SOURCE INFORMATION:

* * *

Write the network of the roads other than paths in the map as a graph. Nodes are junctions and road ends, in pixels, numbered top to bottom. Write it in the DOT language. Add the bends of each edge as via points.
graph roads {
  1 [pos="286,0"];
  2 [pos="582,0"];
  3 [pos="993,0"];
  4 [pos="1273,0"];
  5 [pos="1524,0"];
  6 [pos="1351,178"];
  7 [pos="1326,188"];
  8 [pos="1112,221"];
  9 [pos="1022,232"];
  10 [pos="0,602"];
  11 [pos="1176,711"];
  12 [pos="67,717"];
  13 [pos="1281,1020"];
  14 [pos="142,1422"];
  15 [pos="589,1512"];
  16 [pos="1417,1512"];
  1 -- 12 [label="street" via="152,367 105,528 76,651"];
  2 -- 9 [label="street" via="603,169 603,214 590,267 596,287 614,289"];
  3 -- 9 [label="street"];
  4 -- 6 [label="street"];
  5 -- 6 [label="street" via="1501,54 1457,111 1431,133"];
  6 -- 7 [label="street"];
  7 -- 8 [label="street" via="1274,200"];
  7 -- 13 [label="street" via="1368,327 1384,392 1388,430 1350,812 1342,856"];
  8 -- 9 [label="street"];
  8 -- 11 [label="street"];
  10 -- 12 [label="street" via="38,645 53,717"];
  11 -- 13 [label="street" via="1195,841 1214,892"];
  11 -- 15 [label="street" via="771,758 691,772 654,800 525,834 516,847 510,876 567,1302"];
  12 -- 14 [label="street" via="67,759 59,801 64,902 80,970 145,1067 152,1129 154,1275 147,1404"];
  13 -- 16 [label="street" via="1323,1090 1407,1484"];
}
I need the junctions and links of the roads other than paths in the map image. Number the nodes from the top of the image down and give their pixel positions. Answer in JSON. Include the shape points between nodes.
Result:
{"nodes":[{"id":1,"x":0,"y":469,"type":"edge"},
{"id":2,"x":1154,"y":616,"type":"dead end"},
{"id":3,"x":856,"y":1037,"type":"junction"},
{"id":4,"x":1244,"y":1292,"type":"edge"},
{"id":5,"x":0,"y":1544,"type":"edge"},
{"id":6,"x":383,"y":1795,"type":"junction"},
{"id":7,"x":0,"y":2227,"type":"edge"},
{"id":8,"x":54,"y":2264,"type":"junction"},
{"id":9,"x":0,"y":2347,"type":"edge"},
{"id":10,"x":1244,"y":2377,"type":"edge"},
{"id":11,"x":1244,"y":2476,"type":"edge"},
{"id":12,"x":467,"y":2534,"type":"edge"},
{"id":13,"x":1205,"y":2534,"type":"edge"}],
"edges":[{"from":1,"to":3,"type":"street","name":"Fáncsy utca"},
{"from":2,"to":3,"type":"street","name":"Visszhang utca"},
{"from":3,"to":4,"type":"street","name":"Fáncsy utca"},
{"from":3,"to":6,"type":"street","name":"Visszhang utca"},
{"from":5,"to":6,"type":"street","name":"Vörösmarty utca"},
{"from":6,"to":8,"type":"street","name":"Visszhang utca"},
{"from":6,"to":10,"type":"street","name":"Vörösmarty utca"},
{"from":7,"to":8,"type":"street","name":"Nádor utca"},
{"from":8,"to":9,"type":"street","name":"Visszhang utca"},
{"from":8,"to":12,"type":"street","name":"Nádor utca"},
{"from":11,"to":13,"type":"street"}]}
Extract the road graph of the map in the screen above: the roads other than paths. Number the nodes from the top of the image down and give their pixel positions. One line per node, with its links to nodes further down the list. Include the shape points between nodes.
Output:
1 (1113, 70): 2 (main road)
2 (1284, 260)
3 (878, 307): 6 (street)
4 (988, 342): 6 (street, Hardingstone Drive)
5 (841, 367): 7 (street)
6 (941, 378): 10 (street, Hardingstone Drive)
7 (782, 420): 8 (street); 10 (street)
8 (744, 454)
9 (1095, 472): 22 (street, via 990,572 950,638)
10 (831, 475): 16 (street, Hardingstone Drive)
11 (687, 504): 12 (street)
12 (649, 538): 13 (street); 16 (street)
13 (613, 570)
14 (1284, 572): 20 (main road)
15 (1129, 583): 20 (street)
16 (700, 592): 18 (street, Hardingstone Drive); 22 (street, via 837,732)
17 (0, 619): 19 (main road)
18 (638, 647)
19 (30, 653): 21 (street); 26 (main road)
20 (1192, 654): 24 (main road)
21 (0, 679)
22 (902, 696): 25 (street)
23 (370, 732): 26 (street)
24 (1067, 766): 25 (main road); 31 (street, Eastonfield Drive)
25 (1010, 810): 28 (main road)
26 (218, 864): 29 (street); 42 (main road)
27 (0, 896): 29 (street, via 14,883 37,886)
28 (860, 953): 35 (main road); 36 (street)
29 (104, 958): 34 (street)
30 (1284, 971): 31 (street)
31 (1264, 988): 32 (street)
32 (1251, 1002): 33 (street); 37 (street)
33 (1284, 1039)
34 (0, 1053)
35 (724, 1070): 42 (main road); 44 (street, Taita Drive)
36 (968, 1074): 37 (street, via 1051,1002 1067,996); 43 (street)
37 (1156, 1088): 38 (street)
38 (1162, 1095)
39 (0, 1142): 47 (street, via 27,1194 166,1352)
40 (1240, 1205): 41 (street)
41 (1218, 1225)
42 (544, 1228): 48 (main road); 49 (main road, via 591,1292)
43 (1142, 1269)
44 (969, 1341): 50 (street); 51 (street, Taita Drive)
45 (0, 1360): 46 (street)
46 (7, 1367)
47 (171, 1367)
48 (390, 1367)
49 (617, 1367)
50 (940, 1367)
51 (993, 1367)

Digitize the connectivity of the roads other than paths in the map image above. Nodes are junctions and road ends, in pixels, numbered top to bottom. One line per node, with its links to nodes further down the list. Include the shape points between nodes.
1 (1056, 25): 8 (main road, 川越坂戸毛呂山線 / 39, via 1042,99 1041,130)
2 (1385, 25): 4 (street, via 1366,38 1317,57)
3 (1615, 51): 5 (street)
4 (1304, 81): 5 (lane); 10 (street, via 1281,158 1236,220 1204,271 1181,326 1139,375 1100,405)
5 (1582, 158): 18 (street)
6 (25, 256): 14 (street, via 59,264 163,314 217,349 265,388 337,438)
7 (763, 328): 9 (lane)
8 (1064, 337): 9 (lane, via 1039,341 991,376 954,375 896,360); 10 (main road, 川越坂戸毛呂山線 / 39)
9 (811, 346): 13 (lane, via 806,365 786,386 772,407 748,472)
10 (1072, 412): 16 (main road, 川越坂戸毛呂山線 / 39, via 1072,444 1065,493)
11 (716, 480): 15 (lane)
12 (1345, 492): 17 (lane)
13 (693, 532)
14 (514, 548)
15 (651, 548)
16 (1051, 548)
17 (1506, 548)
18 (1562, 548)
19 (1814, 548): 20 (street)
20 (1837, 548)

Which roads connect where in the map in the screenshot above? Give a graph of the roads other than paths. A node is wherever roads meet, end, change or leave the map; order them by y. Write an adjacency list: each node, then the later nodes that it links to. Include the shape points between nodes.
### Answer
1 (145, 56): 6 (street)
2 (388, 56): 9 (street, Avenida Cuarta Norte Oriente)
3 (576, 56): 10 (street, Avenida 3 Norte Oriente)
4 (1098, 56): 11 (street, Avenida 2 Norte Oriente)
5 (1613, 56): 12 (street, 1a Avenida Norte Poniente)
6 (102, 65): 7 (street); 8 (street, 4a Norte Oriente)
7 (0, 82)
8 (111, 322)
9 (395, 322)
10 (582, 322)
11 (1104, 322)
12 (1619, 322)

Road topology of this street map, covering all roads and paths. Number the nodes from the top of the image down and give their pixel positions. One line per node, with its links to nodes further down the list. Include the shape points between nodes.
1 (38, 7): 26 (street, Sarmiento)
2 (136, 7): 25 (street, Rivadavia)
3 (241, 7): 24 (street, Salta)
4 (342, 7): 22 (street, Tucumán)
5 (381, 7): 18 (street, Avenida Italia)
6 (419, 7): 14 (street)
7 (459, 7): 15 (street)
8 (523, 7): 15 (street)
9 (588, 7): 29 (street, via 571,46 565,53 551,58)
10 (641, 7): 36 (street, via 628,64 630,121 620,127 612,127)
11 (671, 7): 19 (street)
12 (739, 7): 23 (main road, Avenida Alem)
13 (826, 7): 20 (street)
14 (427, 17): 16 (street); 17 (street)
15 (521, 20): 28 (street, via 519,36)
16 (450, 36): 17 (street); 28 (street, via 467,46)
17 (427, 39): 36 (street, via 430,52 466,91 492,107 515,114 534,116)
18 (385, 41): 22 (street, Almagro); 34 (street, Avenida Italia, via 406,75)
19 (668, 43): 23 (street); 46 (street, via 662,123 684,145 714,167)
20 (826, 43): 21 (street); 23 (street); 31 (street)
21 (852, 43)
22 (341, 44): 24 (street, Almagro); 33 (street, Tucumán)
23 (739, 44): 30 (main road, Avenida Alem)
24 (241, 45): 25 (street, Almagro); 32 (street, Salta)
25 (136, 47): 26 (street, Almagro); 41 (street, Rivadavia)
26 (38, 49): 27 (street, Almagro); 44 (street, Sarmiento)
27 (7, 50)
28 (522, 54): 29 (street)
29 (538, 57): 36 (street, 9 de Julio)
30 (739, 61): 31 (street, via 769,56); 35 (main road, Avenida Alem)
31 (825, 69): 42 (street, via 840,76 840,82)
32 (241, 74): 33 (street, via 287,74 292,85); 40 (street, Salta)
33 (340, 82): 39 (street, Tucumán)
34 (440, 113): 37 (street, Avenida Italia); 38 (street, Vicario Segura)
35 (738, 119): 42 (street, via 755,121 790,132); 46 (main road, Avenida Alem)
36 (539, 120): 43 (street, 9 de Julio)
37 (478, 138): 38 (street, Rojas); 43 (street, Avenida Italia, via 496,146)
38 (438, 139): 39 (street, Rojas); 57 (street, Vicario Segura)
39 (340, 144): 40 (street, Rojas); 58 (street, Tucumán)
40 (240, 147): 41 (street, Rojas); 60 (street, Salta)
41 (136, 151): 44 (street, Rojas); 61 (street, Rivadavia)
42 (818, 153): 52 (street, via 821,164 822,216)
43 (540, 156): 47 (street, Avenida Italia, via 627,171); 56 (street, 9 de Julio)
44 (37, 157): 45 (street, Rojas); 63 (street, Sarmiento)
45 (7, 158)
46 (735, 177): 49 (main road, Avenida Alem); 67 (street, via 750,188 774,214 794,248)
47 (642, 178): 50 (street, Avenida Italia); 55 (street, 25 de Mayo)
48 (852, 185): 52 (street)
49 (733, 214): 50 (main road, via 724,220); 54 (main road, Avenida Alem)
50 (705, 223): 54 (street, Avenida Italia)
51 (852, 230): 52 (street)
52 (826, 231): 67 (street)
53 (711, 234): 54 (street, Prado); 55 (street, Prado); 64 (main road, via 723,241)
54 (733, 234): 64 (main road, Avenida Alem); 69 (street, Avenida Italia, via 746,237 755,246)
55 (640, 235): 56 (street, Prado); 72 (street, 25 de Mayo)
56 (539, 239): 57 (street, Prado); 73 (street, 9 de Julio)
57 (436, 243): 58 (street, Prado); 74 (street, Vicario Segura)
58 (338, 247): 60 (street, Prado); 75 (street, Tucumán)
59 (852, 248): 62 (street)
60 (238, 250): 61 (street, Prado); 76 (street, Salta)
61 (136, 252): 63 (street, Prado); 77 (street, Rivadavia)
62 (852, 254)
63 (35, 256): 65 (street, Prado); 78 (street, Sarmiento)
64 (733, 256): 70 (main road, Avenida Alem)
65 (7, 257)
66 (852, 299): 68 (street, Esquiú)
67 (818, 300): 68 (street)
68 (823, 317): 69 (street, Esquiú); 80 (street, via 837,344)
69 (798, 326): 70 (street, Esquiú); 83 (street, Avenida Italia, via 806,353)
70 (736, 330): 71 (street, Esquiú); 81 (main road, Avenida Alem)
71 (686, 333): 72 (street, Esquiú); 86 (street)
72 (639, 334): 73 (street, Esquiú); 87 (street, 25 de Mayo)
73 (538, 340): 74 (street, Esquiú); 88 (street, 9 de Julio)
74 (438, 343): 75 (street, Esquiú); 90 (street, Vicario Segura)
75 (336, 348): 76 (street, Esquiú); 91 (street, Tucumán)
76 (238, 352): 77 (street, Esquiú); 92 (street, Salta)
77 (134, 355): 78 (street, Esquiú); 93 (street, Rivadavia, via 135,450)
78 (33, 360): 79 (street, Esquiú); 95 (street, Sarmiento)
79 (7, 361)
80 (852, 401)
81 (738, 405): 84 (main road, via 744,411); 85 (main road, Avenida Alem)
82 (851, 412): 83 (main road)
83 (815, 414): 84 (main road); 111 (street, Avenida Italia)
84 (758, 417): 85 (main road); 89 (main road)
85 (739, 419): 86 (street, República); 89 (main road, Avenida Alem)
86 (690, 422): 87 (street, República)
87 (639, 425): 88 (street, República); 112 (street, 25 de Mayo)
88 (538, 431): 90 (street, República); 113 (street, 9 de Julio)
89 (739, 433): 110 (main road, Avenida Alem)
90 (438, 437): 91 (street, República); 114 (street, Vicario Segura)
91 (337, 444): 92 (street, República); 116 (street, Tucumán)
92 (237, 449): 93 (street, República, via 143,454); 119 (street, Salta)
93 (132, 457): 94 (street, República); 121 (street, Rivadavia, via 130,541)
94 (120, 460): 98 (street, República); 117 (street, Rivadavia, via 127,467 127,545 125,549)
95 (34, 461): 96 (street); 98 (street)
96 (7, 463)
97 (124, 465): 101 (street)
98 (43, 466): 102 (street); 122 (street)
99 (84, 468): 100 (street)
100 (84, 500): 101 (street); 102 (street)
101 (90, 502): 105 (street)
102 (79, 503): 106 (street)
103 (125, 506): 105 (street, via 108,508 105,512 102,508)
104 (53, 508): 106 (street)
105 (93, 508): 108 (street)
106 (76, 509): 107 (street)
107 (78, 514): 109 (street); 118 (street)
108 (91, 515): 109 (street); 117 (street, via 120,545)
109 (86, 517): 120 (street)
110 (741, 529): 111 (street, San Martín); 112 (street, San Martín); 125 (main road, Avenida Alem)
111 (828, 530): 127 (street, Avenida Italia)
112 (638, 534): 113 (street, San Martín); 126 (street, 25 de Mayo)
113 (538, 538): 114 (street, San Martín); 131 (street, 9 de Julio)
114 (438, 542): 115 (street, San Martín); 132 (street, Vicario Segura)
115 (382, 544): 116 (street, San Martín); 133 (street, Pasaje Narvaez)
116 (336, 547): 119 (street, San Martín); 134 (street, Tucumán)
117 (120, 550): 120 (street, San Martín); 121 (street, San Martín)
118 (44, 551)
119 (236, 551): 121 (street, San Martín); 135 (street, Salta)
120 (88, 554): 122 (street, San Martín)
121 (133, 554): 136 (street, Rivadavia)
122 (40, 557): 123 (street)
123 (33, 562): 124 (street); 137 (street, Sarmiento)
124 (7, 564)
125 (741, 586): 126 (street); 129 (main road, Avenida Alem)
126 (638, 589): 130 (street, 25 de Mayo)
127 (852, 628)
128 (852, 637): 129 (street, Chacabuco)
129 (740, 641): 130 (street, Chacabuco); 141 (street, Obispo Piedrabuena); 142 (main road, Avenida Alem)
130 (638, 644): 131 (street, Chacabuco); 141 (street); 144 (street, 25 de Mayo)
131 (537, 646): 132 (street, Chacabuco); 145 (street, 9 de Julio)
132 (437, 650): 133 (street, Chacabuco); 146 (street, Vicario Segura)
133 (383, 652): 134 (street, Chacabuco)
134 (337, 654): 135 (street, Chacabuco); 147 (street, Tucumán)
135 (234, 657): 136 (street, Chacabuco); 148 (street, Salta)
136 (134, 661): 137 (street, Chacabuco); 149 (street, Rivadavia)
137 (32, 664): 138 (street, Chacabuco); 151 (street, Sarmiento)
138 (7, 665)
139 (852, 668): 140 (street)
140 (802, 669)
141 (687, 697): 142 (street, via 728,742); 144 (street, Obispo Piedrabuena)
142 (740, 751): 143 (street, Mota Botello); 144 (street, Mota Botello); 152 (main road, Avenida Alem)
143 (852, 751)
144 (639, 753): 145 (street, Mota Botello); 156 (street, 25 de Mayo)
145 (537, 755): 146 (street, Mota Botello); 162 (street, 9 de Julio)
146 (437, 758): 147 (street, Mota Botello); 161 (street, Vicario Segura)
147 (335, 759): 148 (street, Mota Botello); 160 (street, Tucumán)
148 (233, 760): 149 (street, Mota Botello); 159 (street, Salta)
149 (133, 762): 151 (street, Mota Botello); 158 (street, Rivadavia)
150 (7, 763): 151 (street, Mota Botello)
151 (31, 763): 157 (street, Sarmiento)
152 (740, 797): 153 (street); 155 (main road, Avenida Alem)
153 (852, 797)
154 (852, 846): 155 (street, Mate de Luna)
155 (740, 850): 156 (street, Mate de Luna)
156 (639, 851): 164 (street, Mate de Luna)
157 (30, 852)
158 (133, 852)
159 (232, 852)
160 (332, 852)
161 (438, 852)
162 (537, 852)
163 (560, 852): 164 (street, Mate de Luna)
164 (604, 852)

* * *

State how many lines of the records contain the word "Nádor". Give that number alone.

2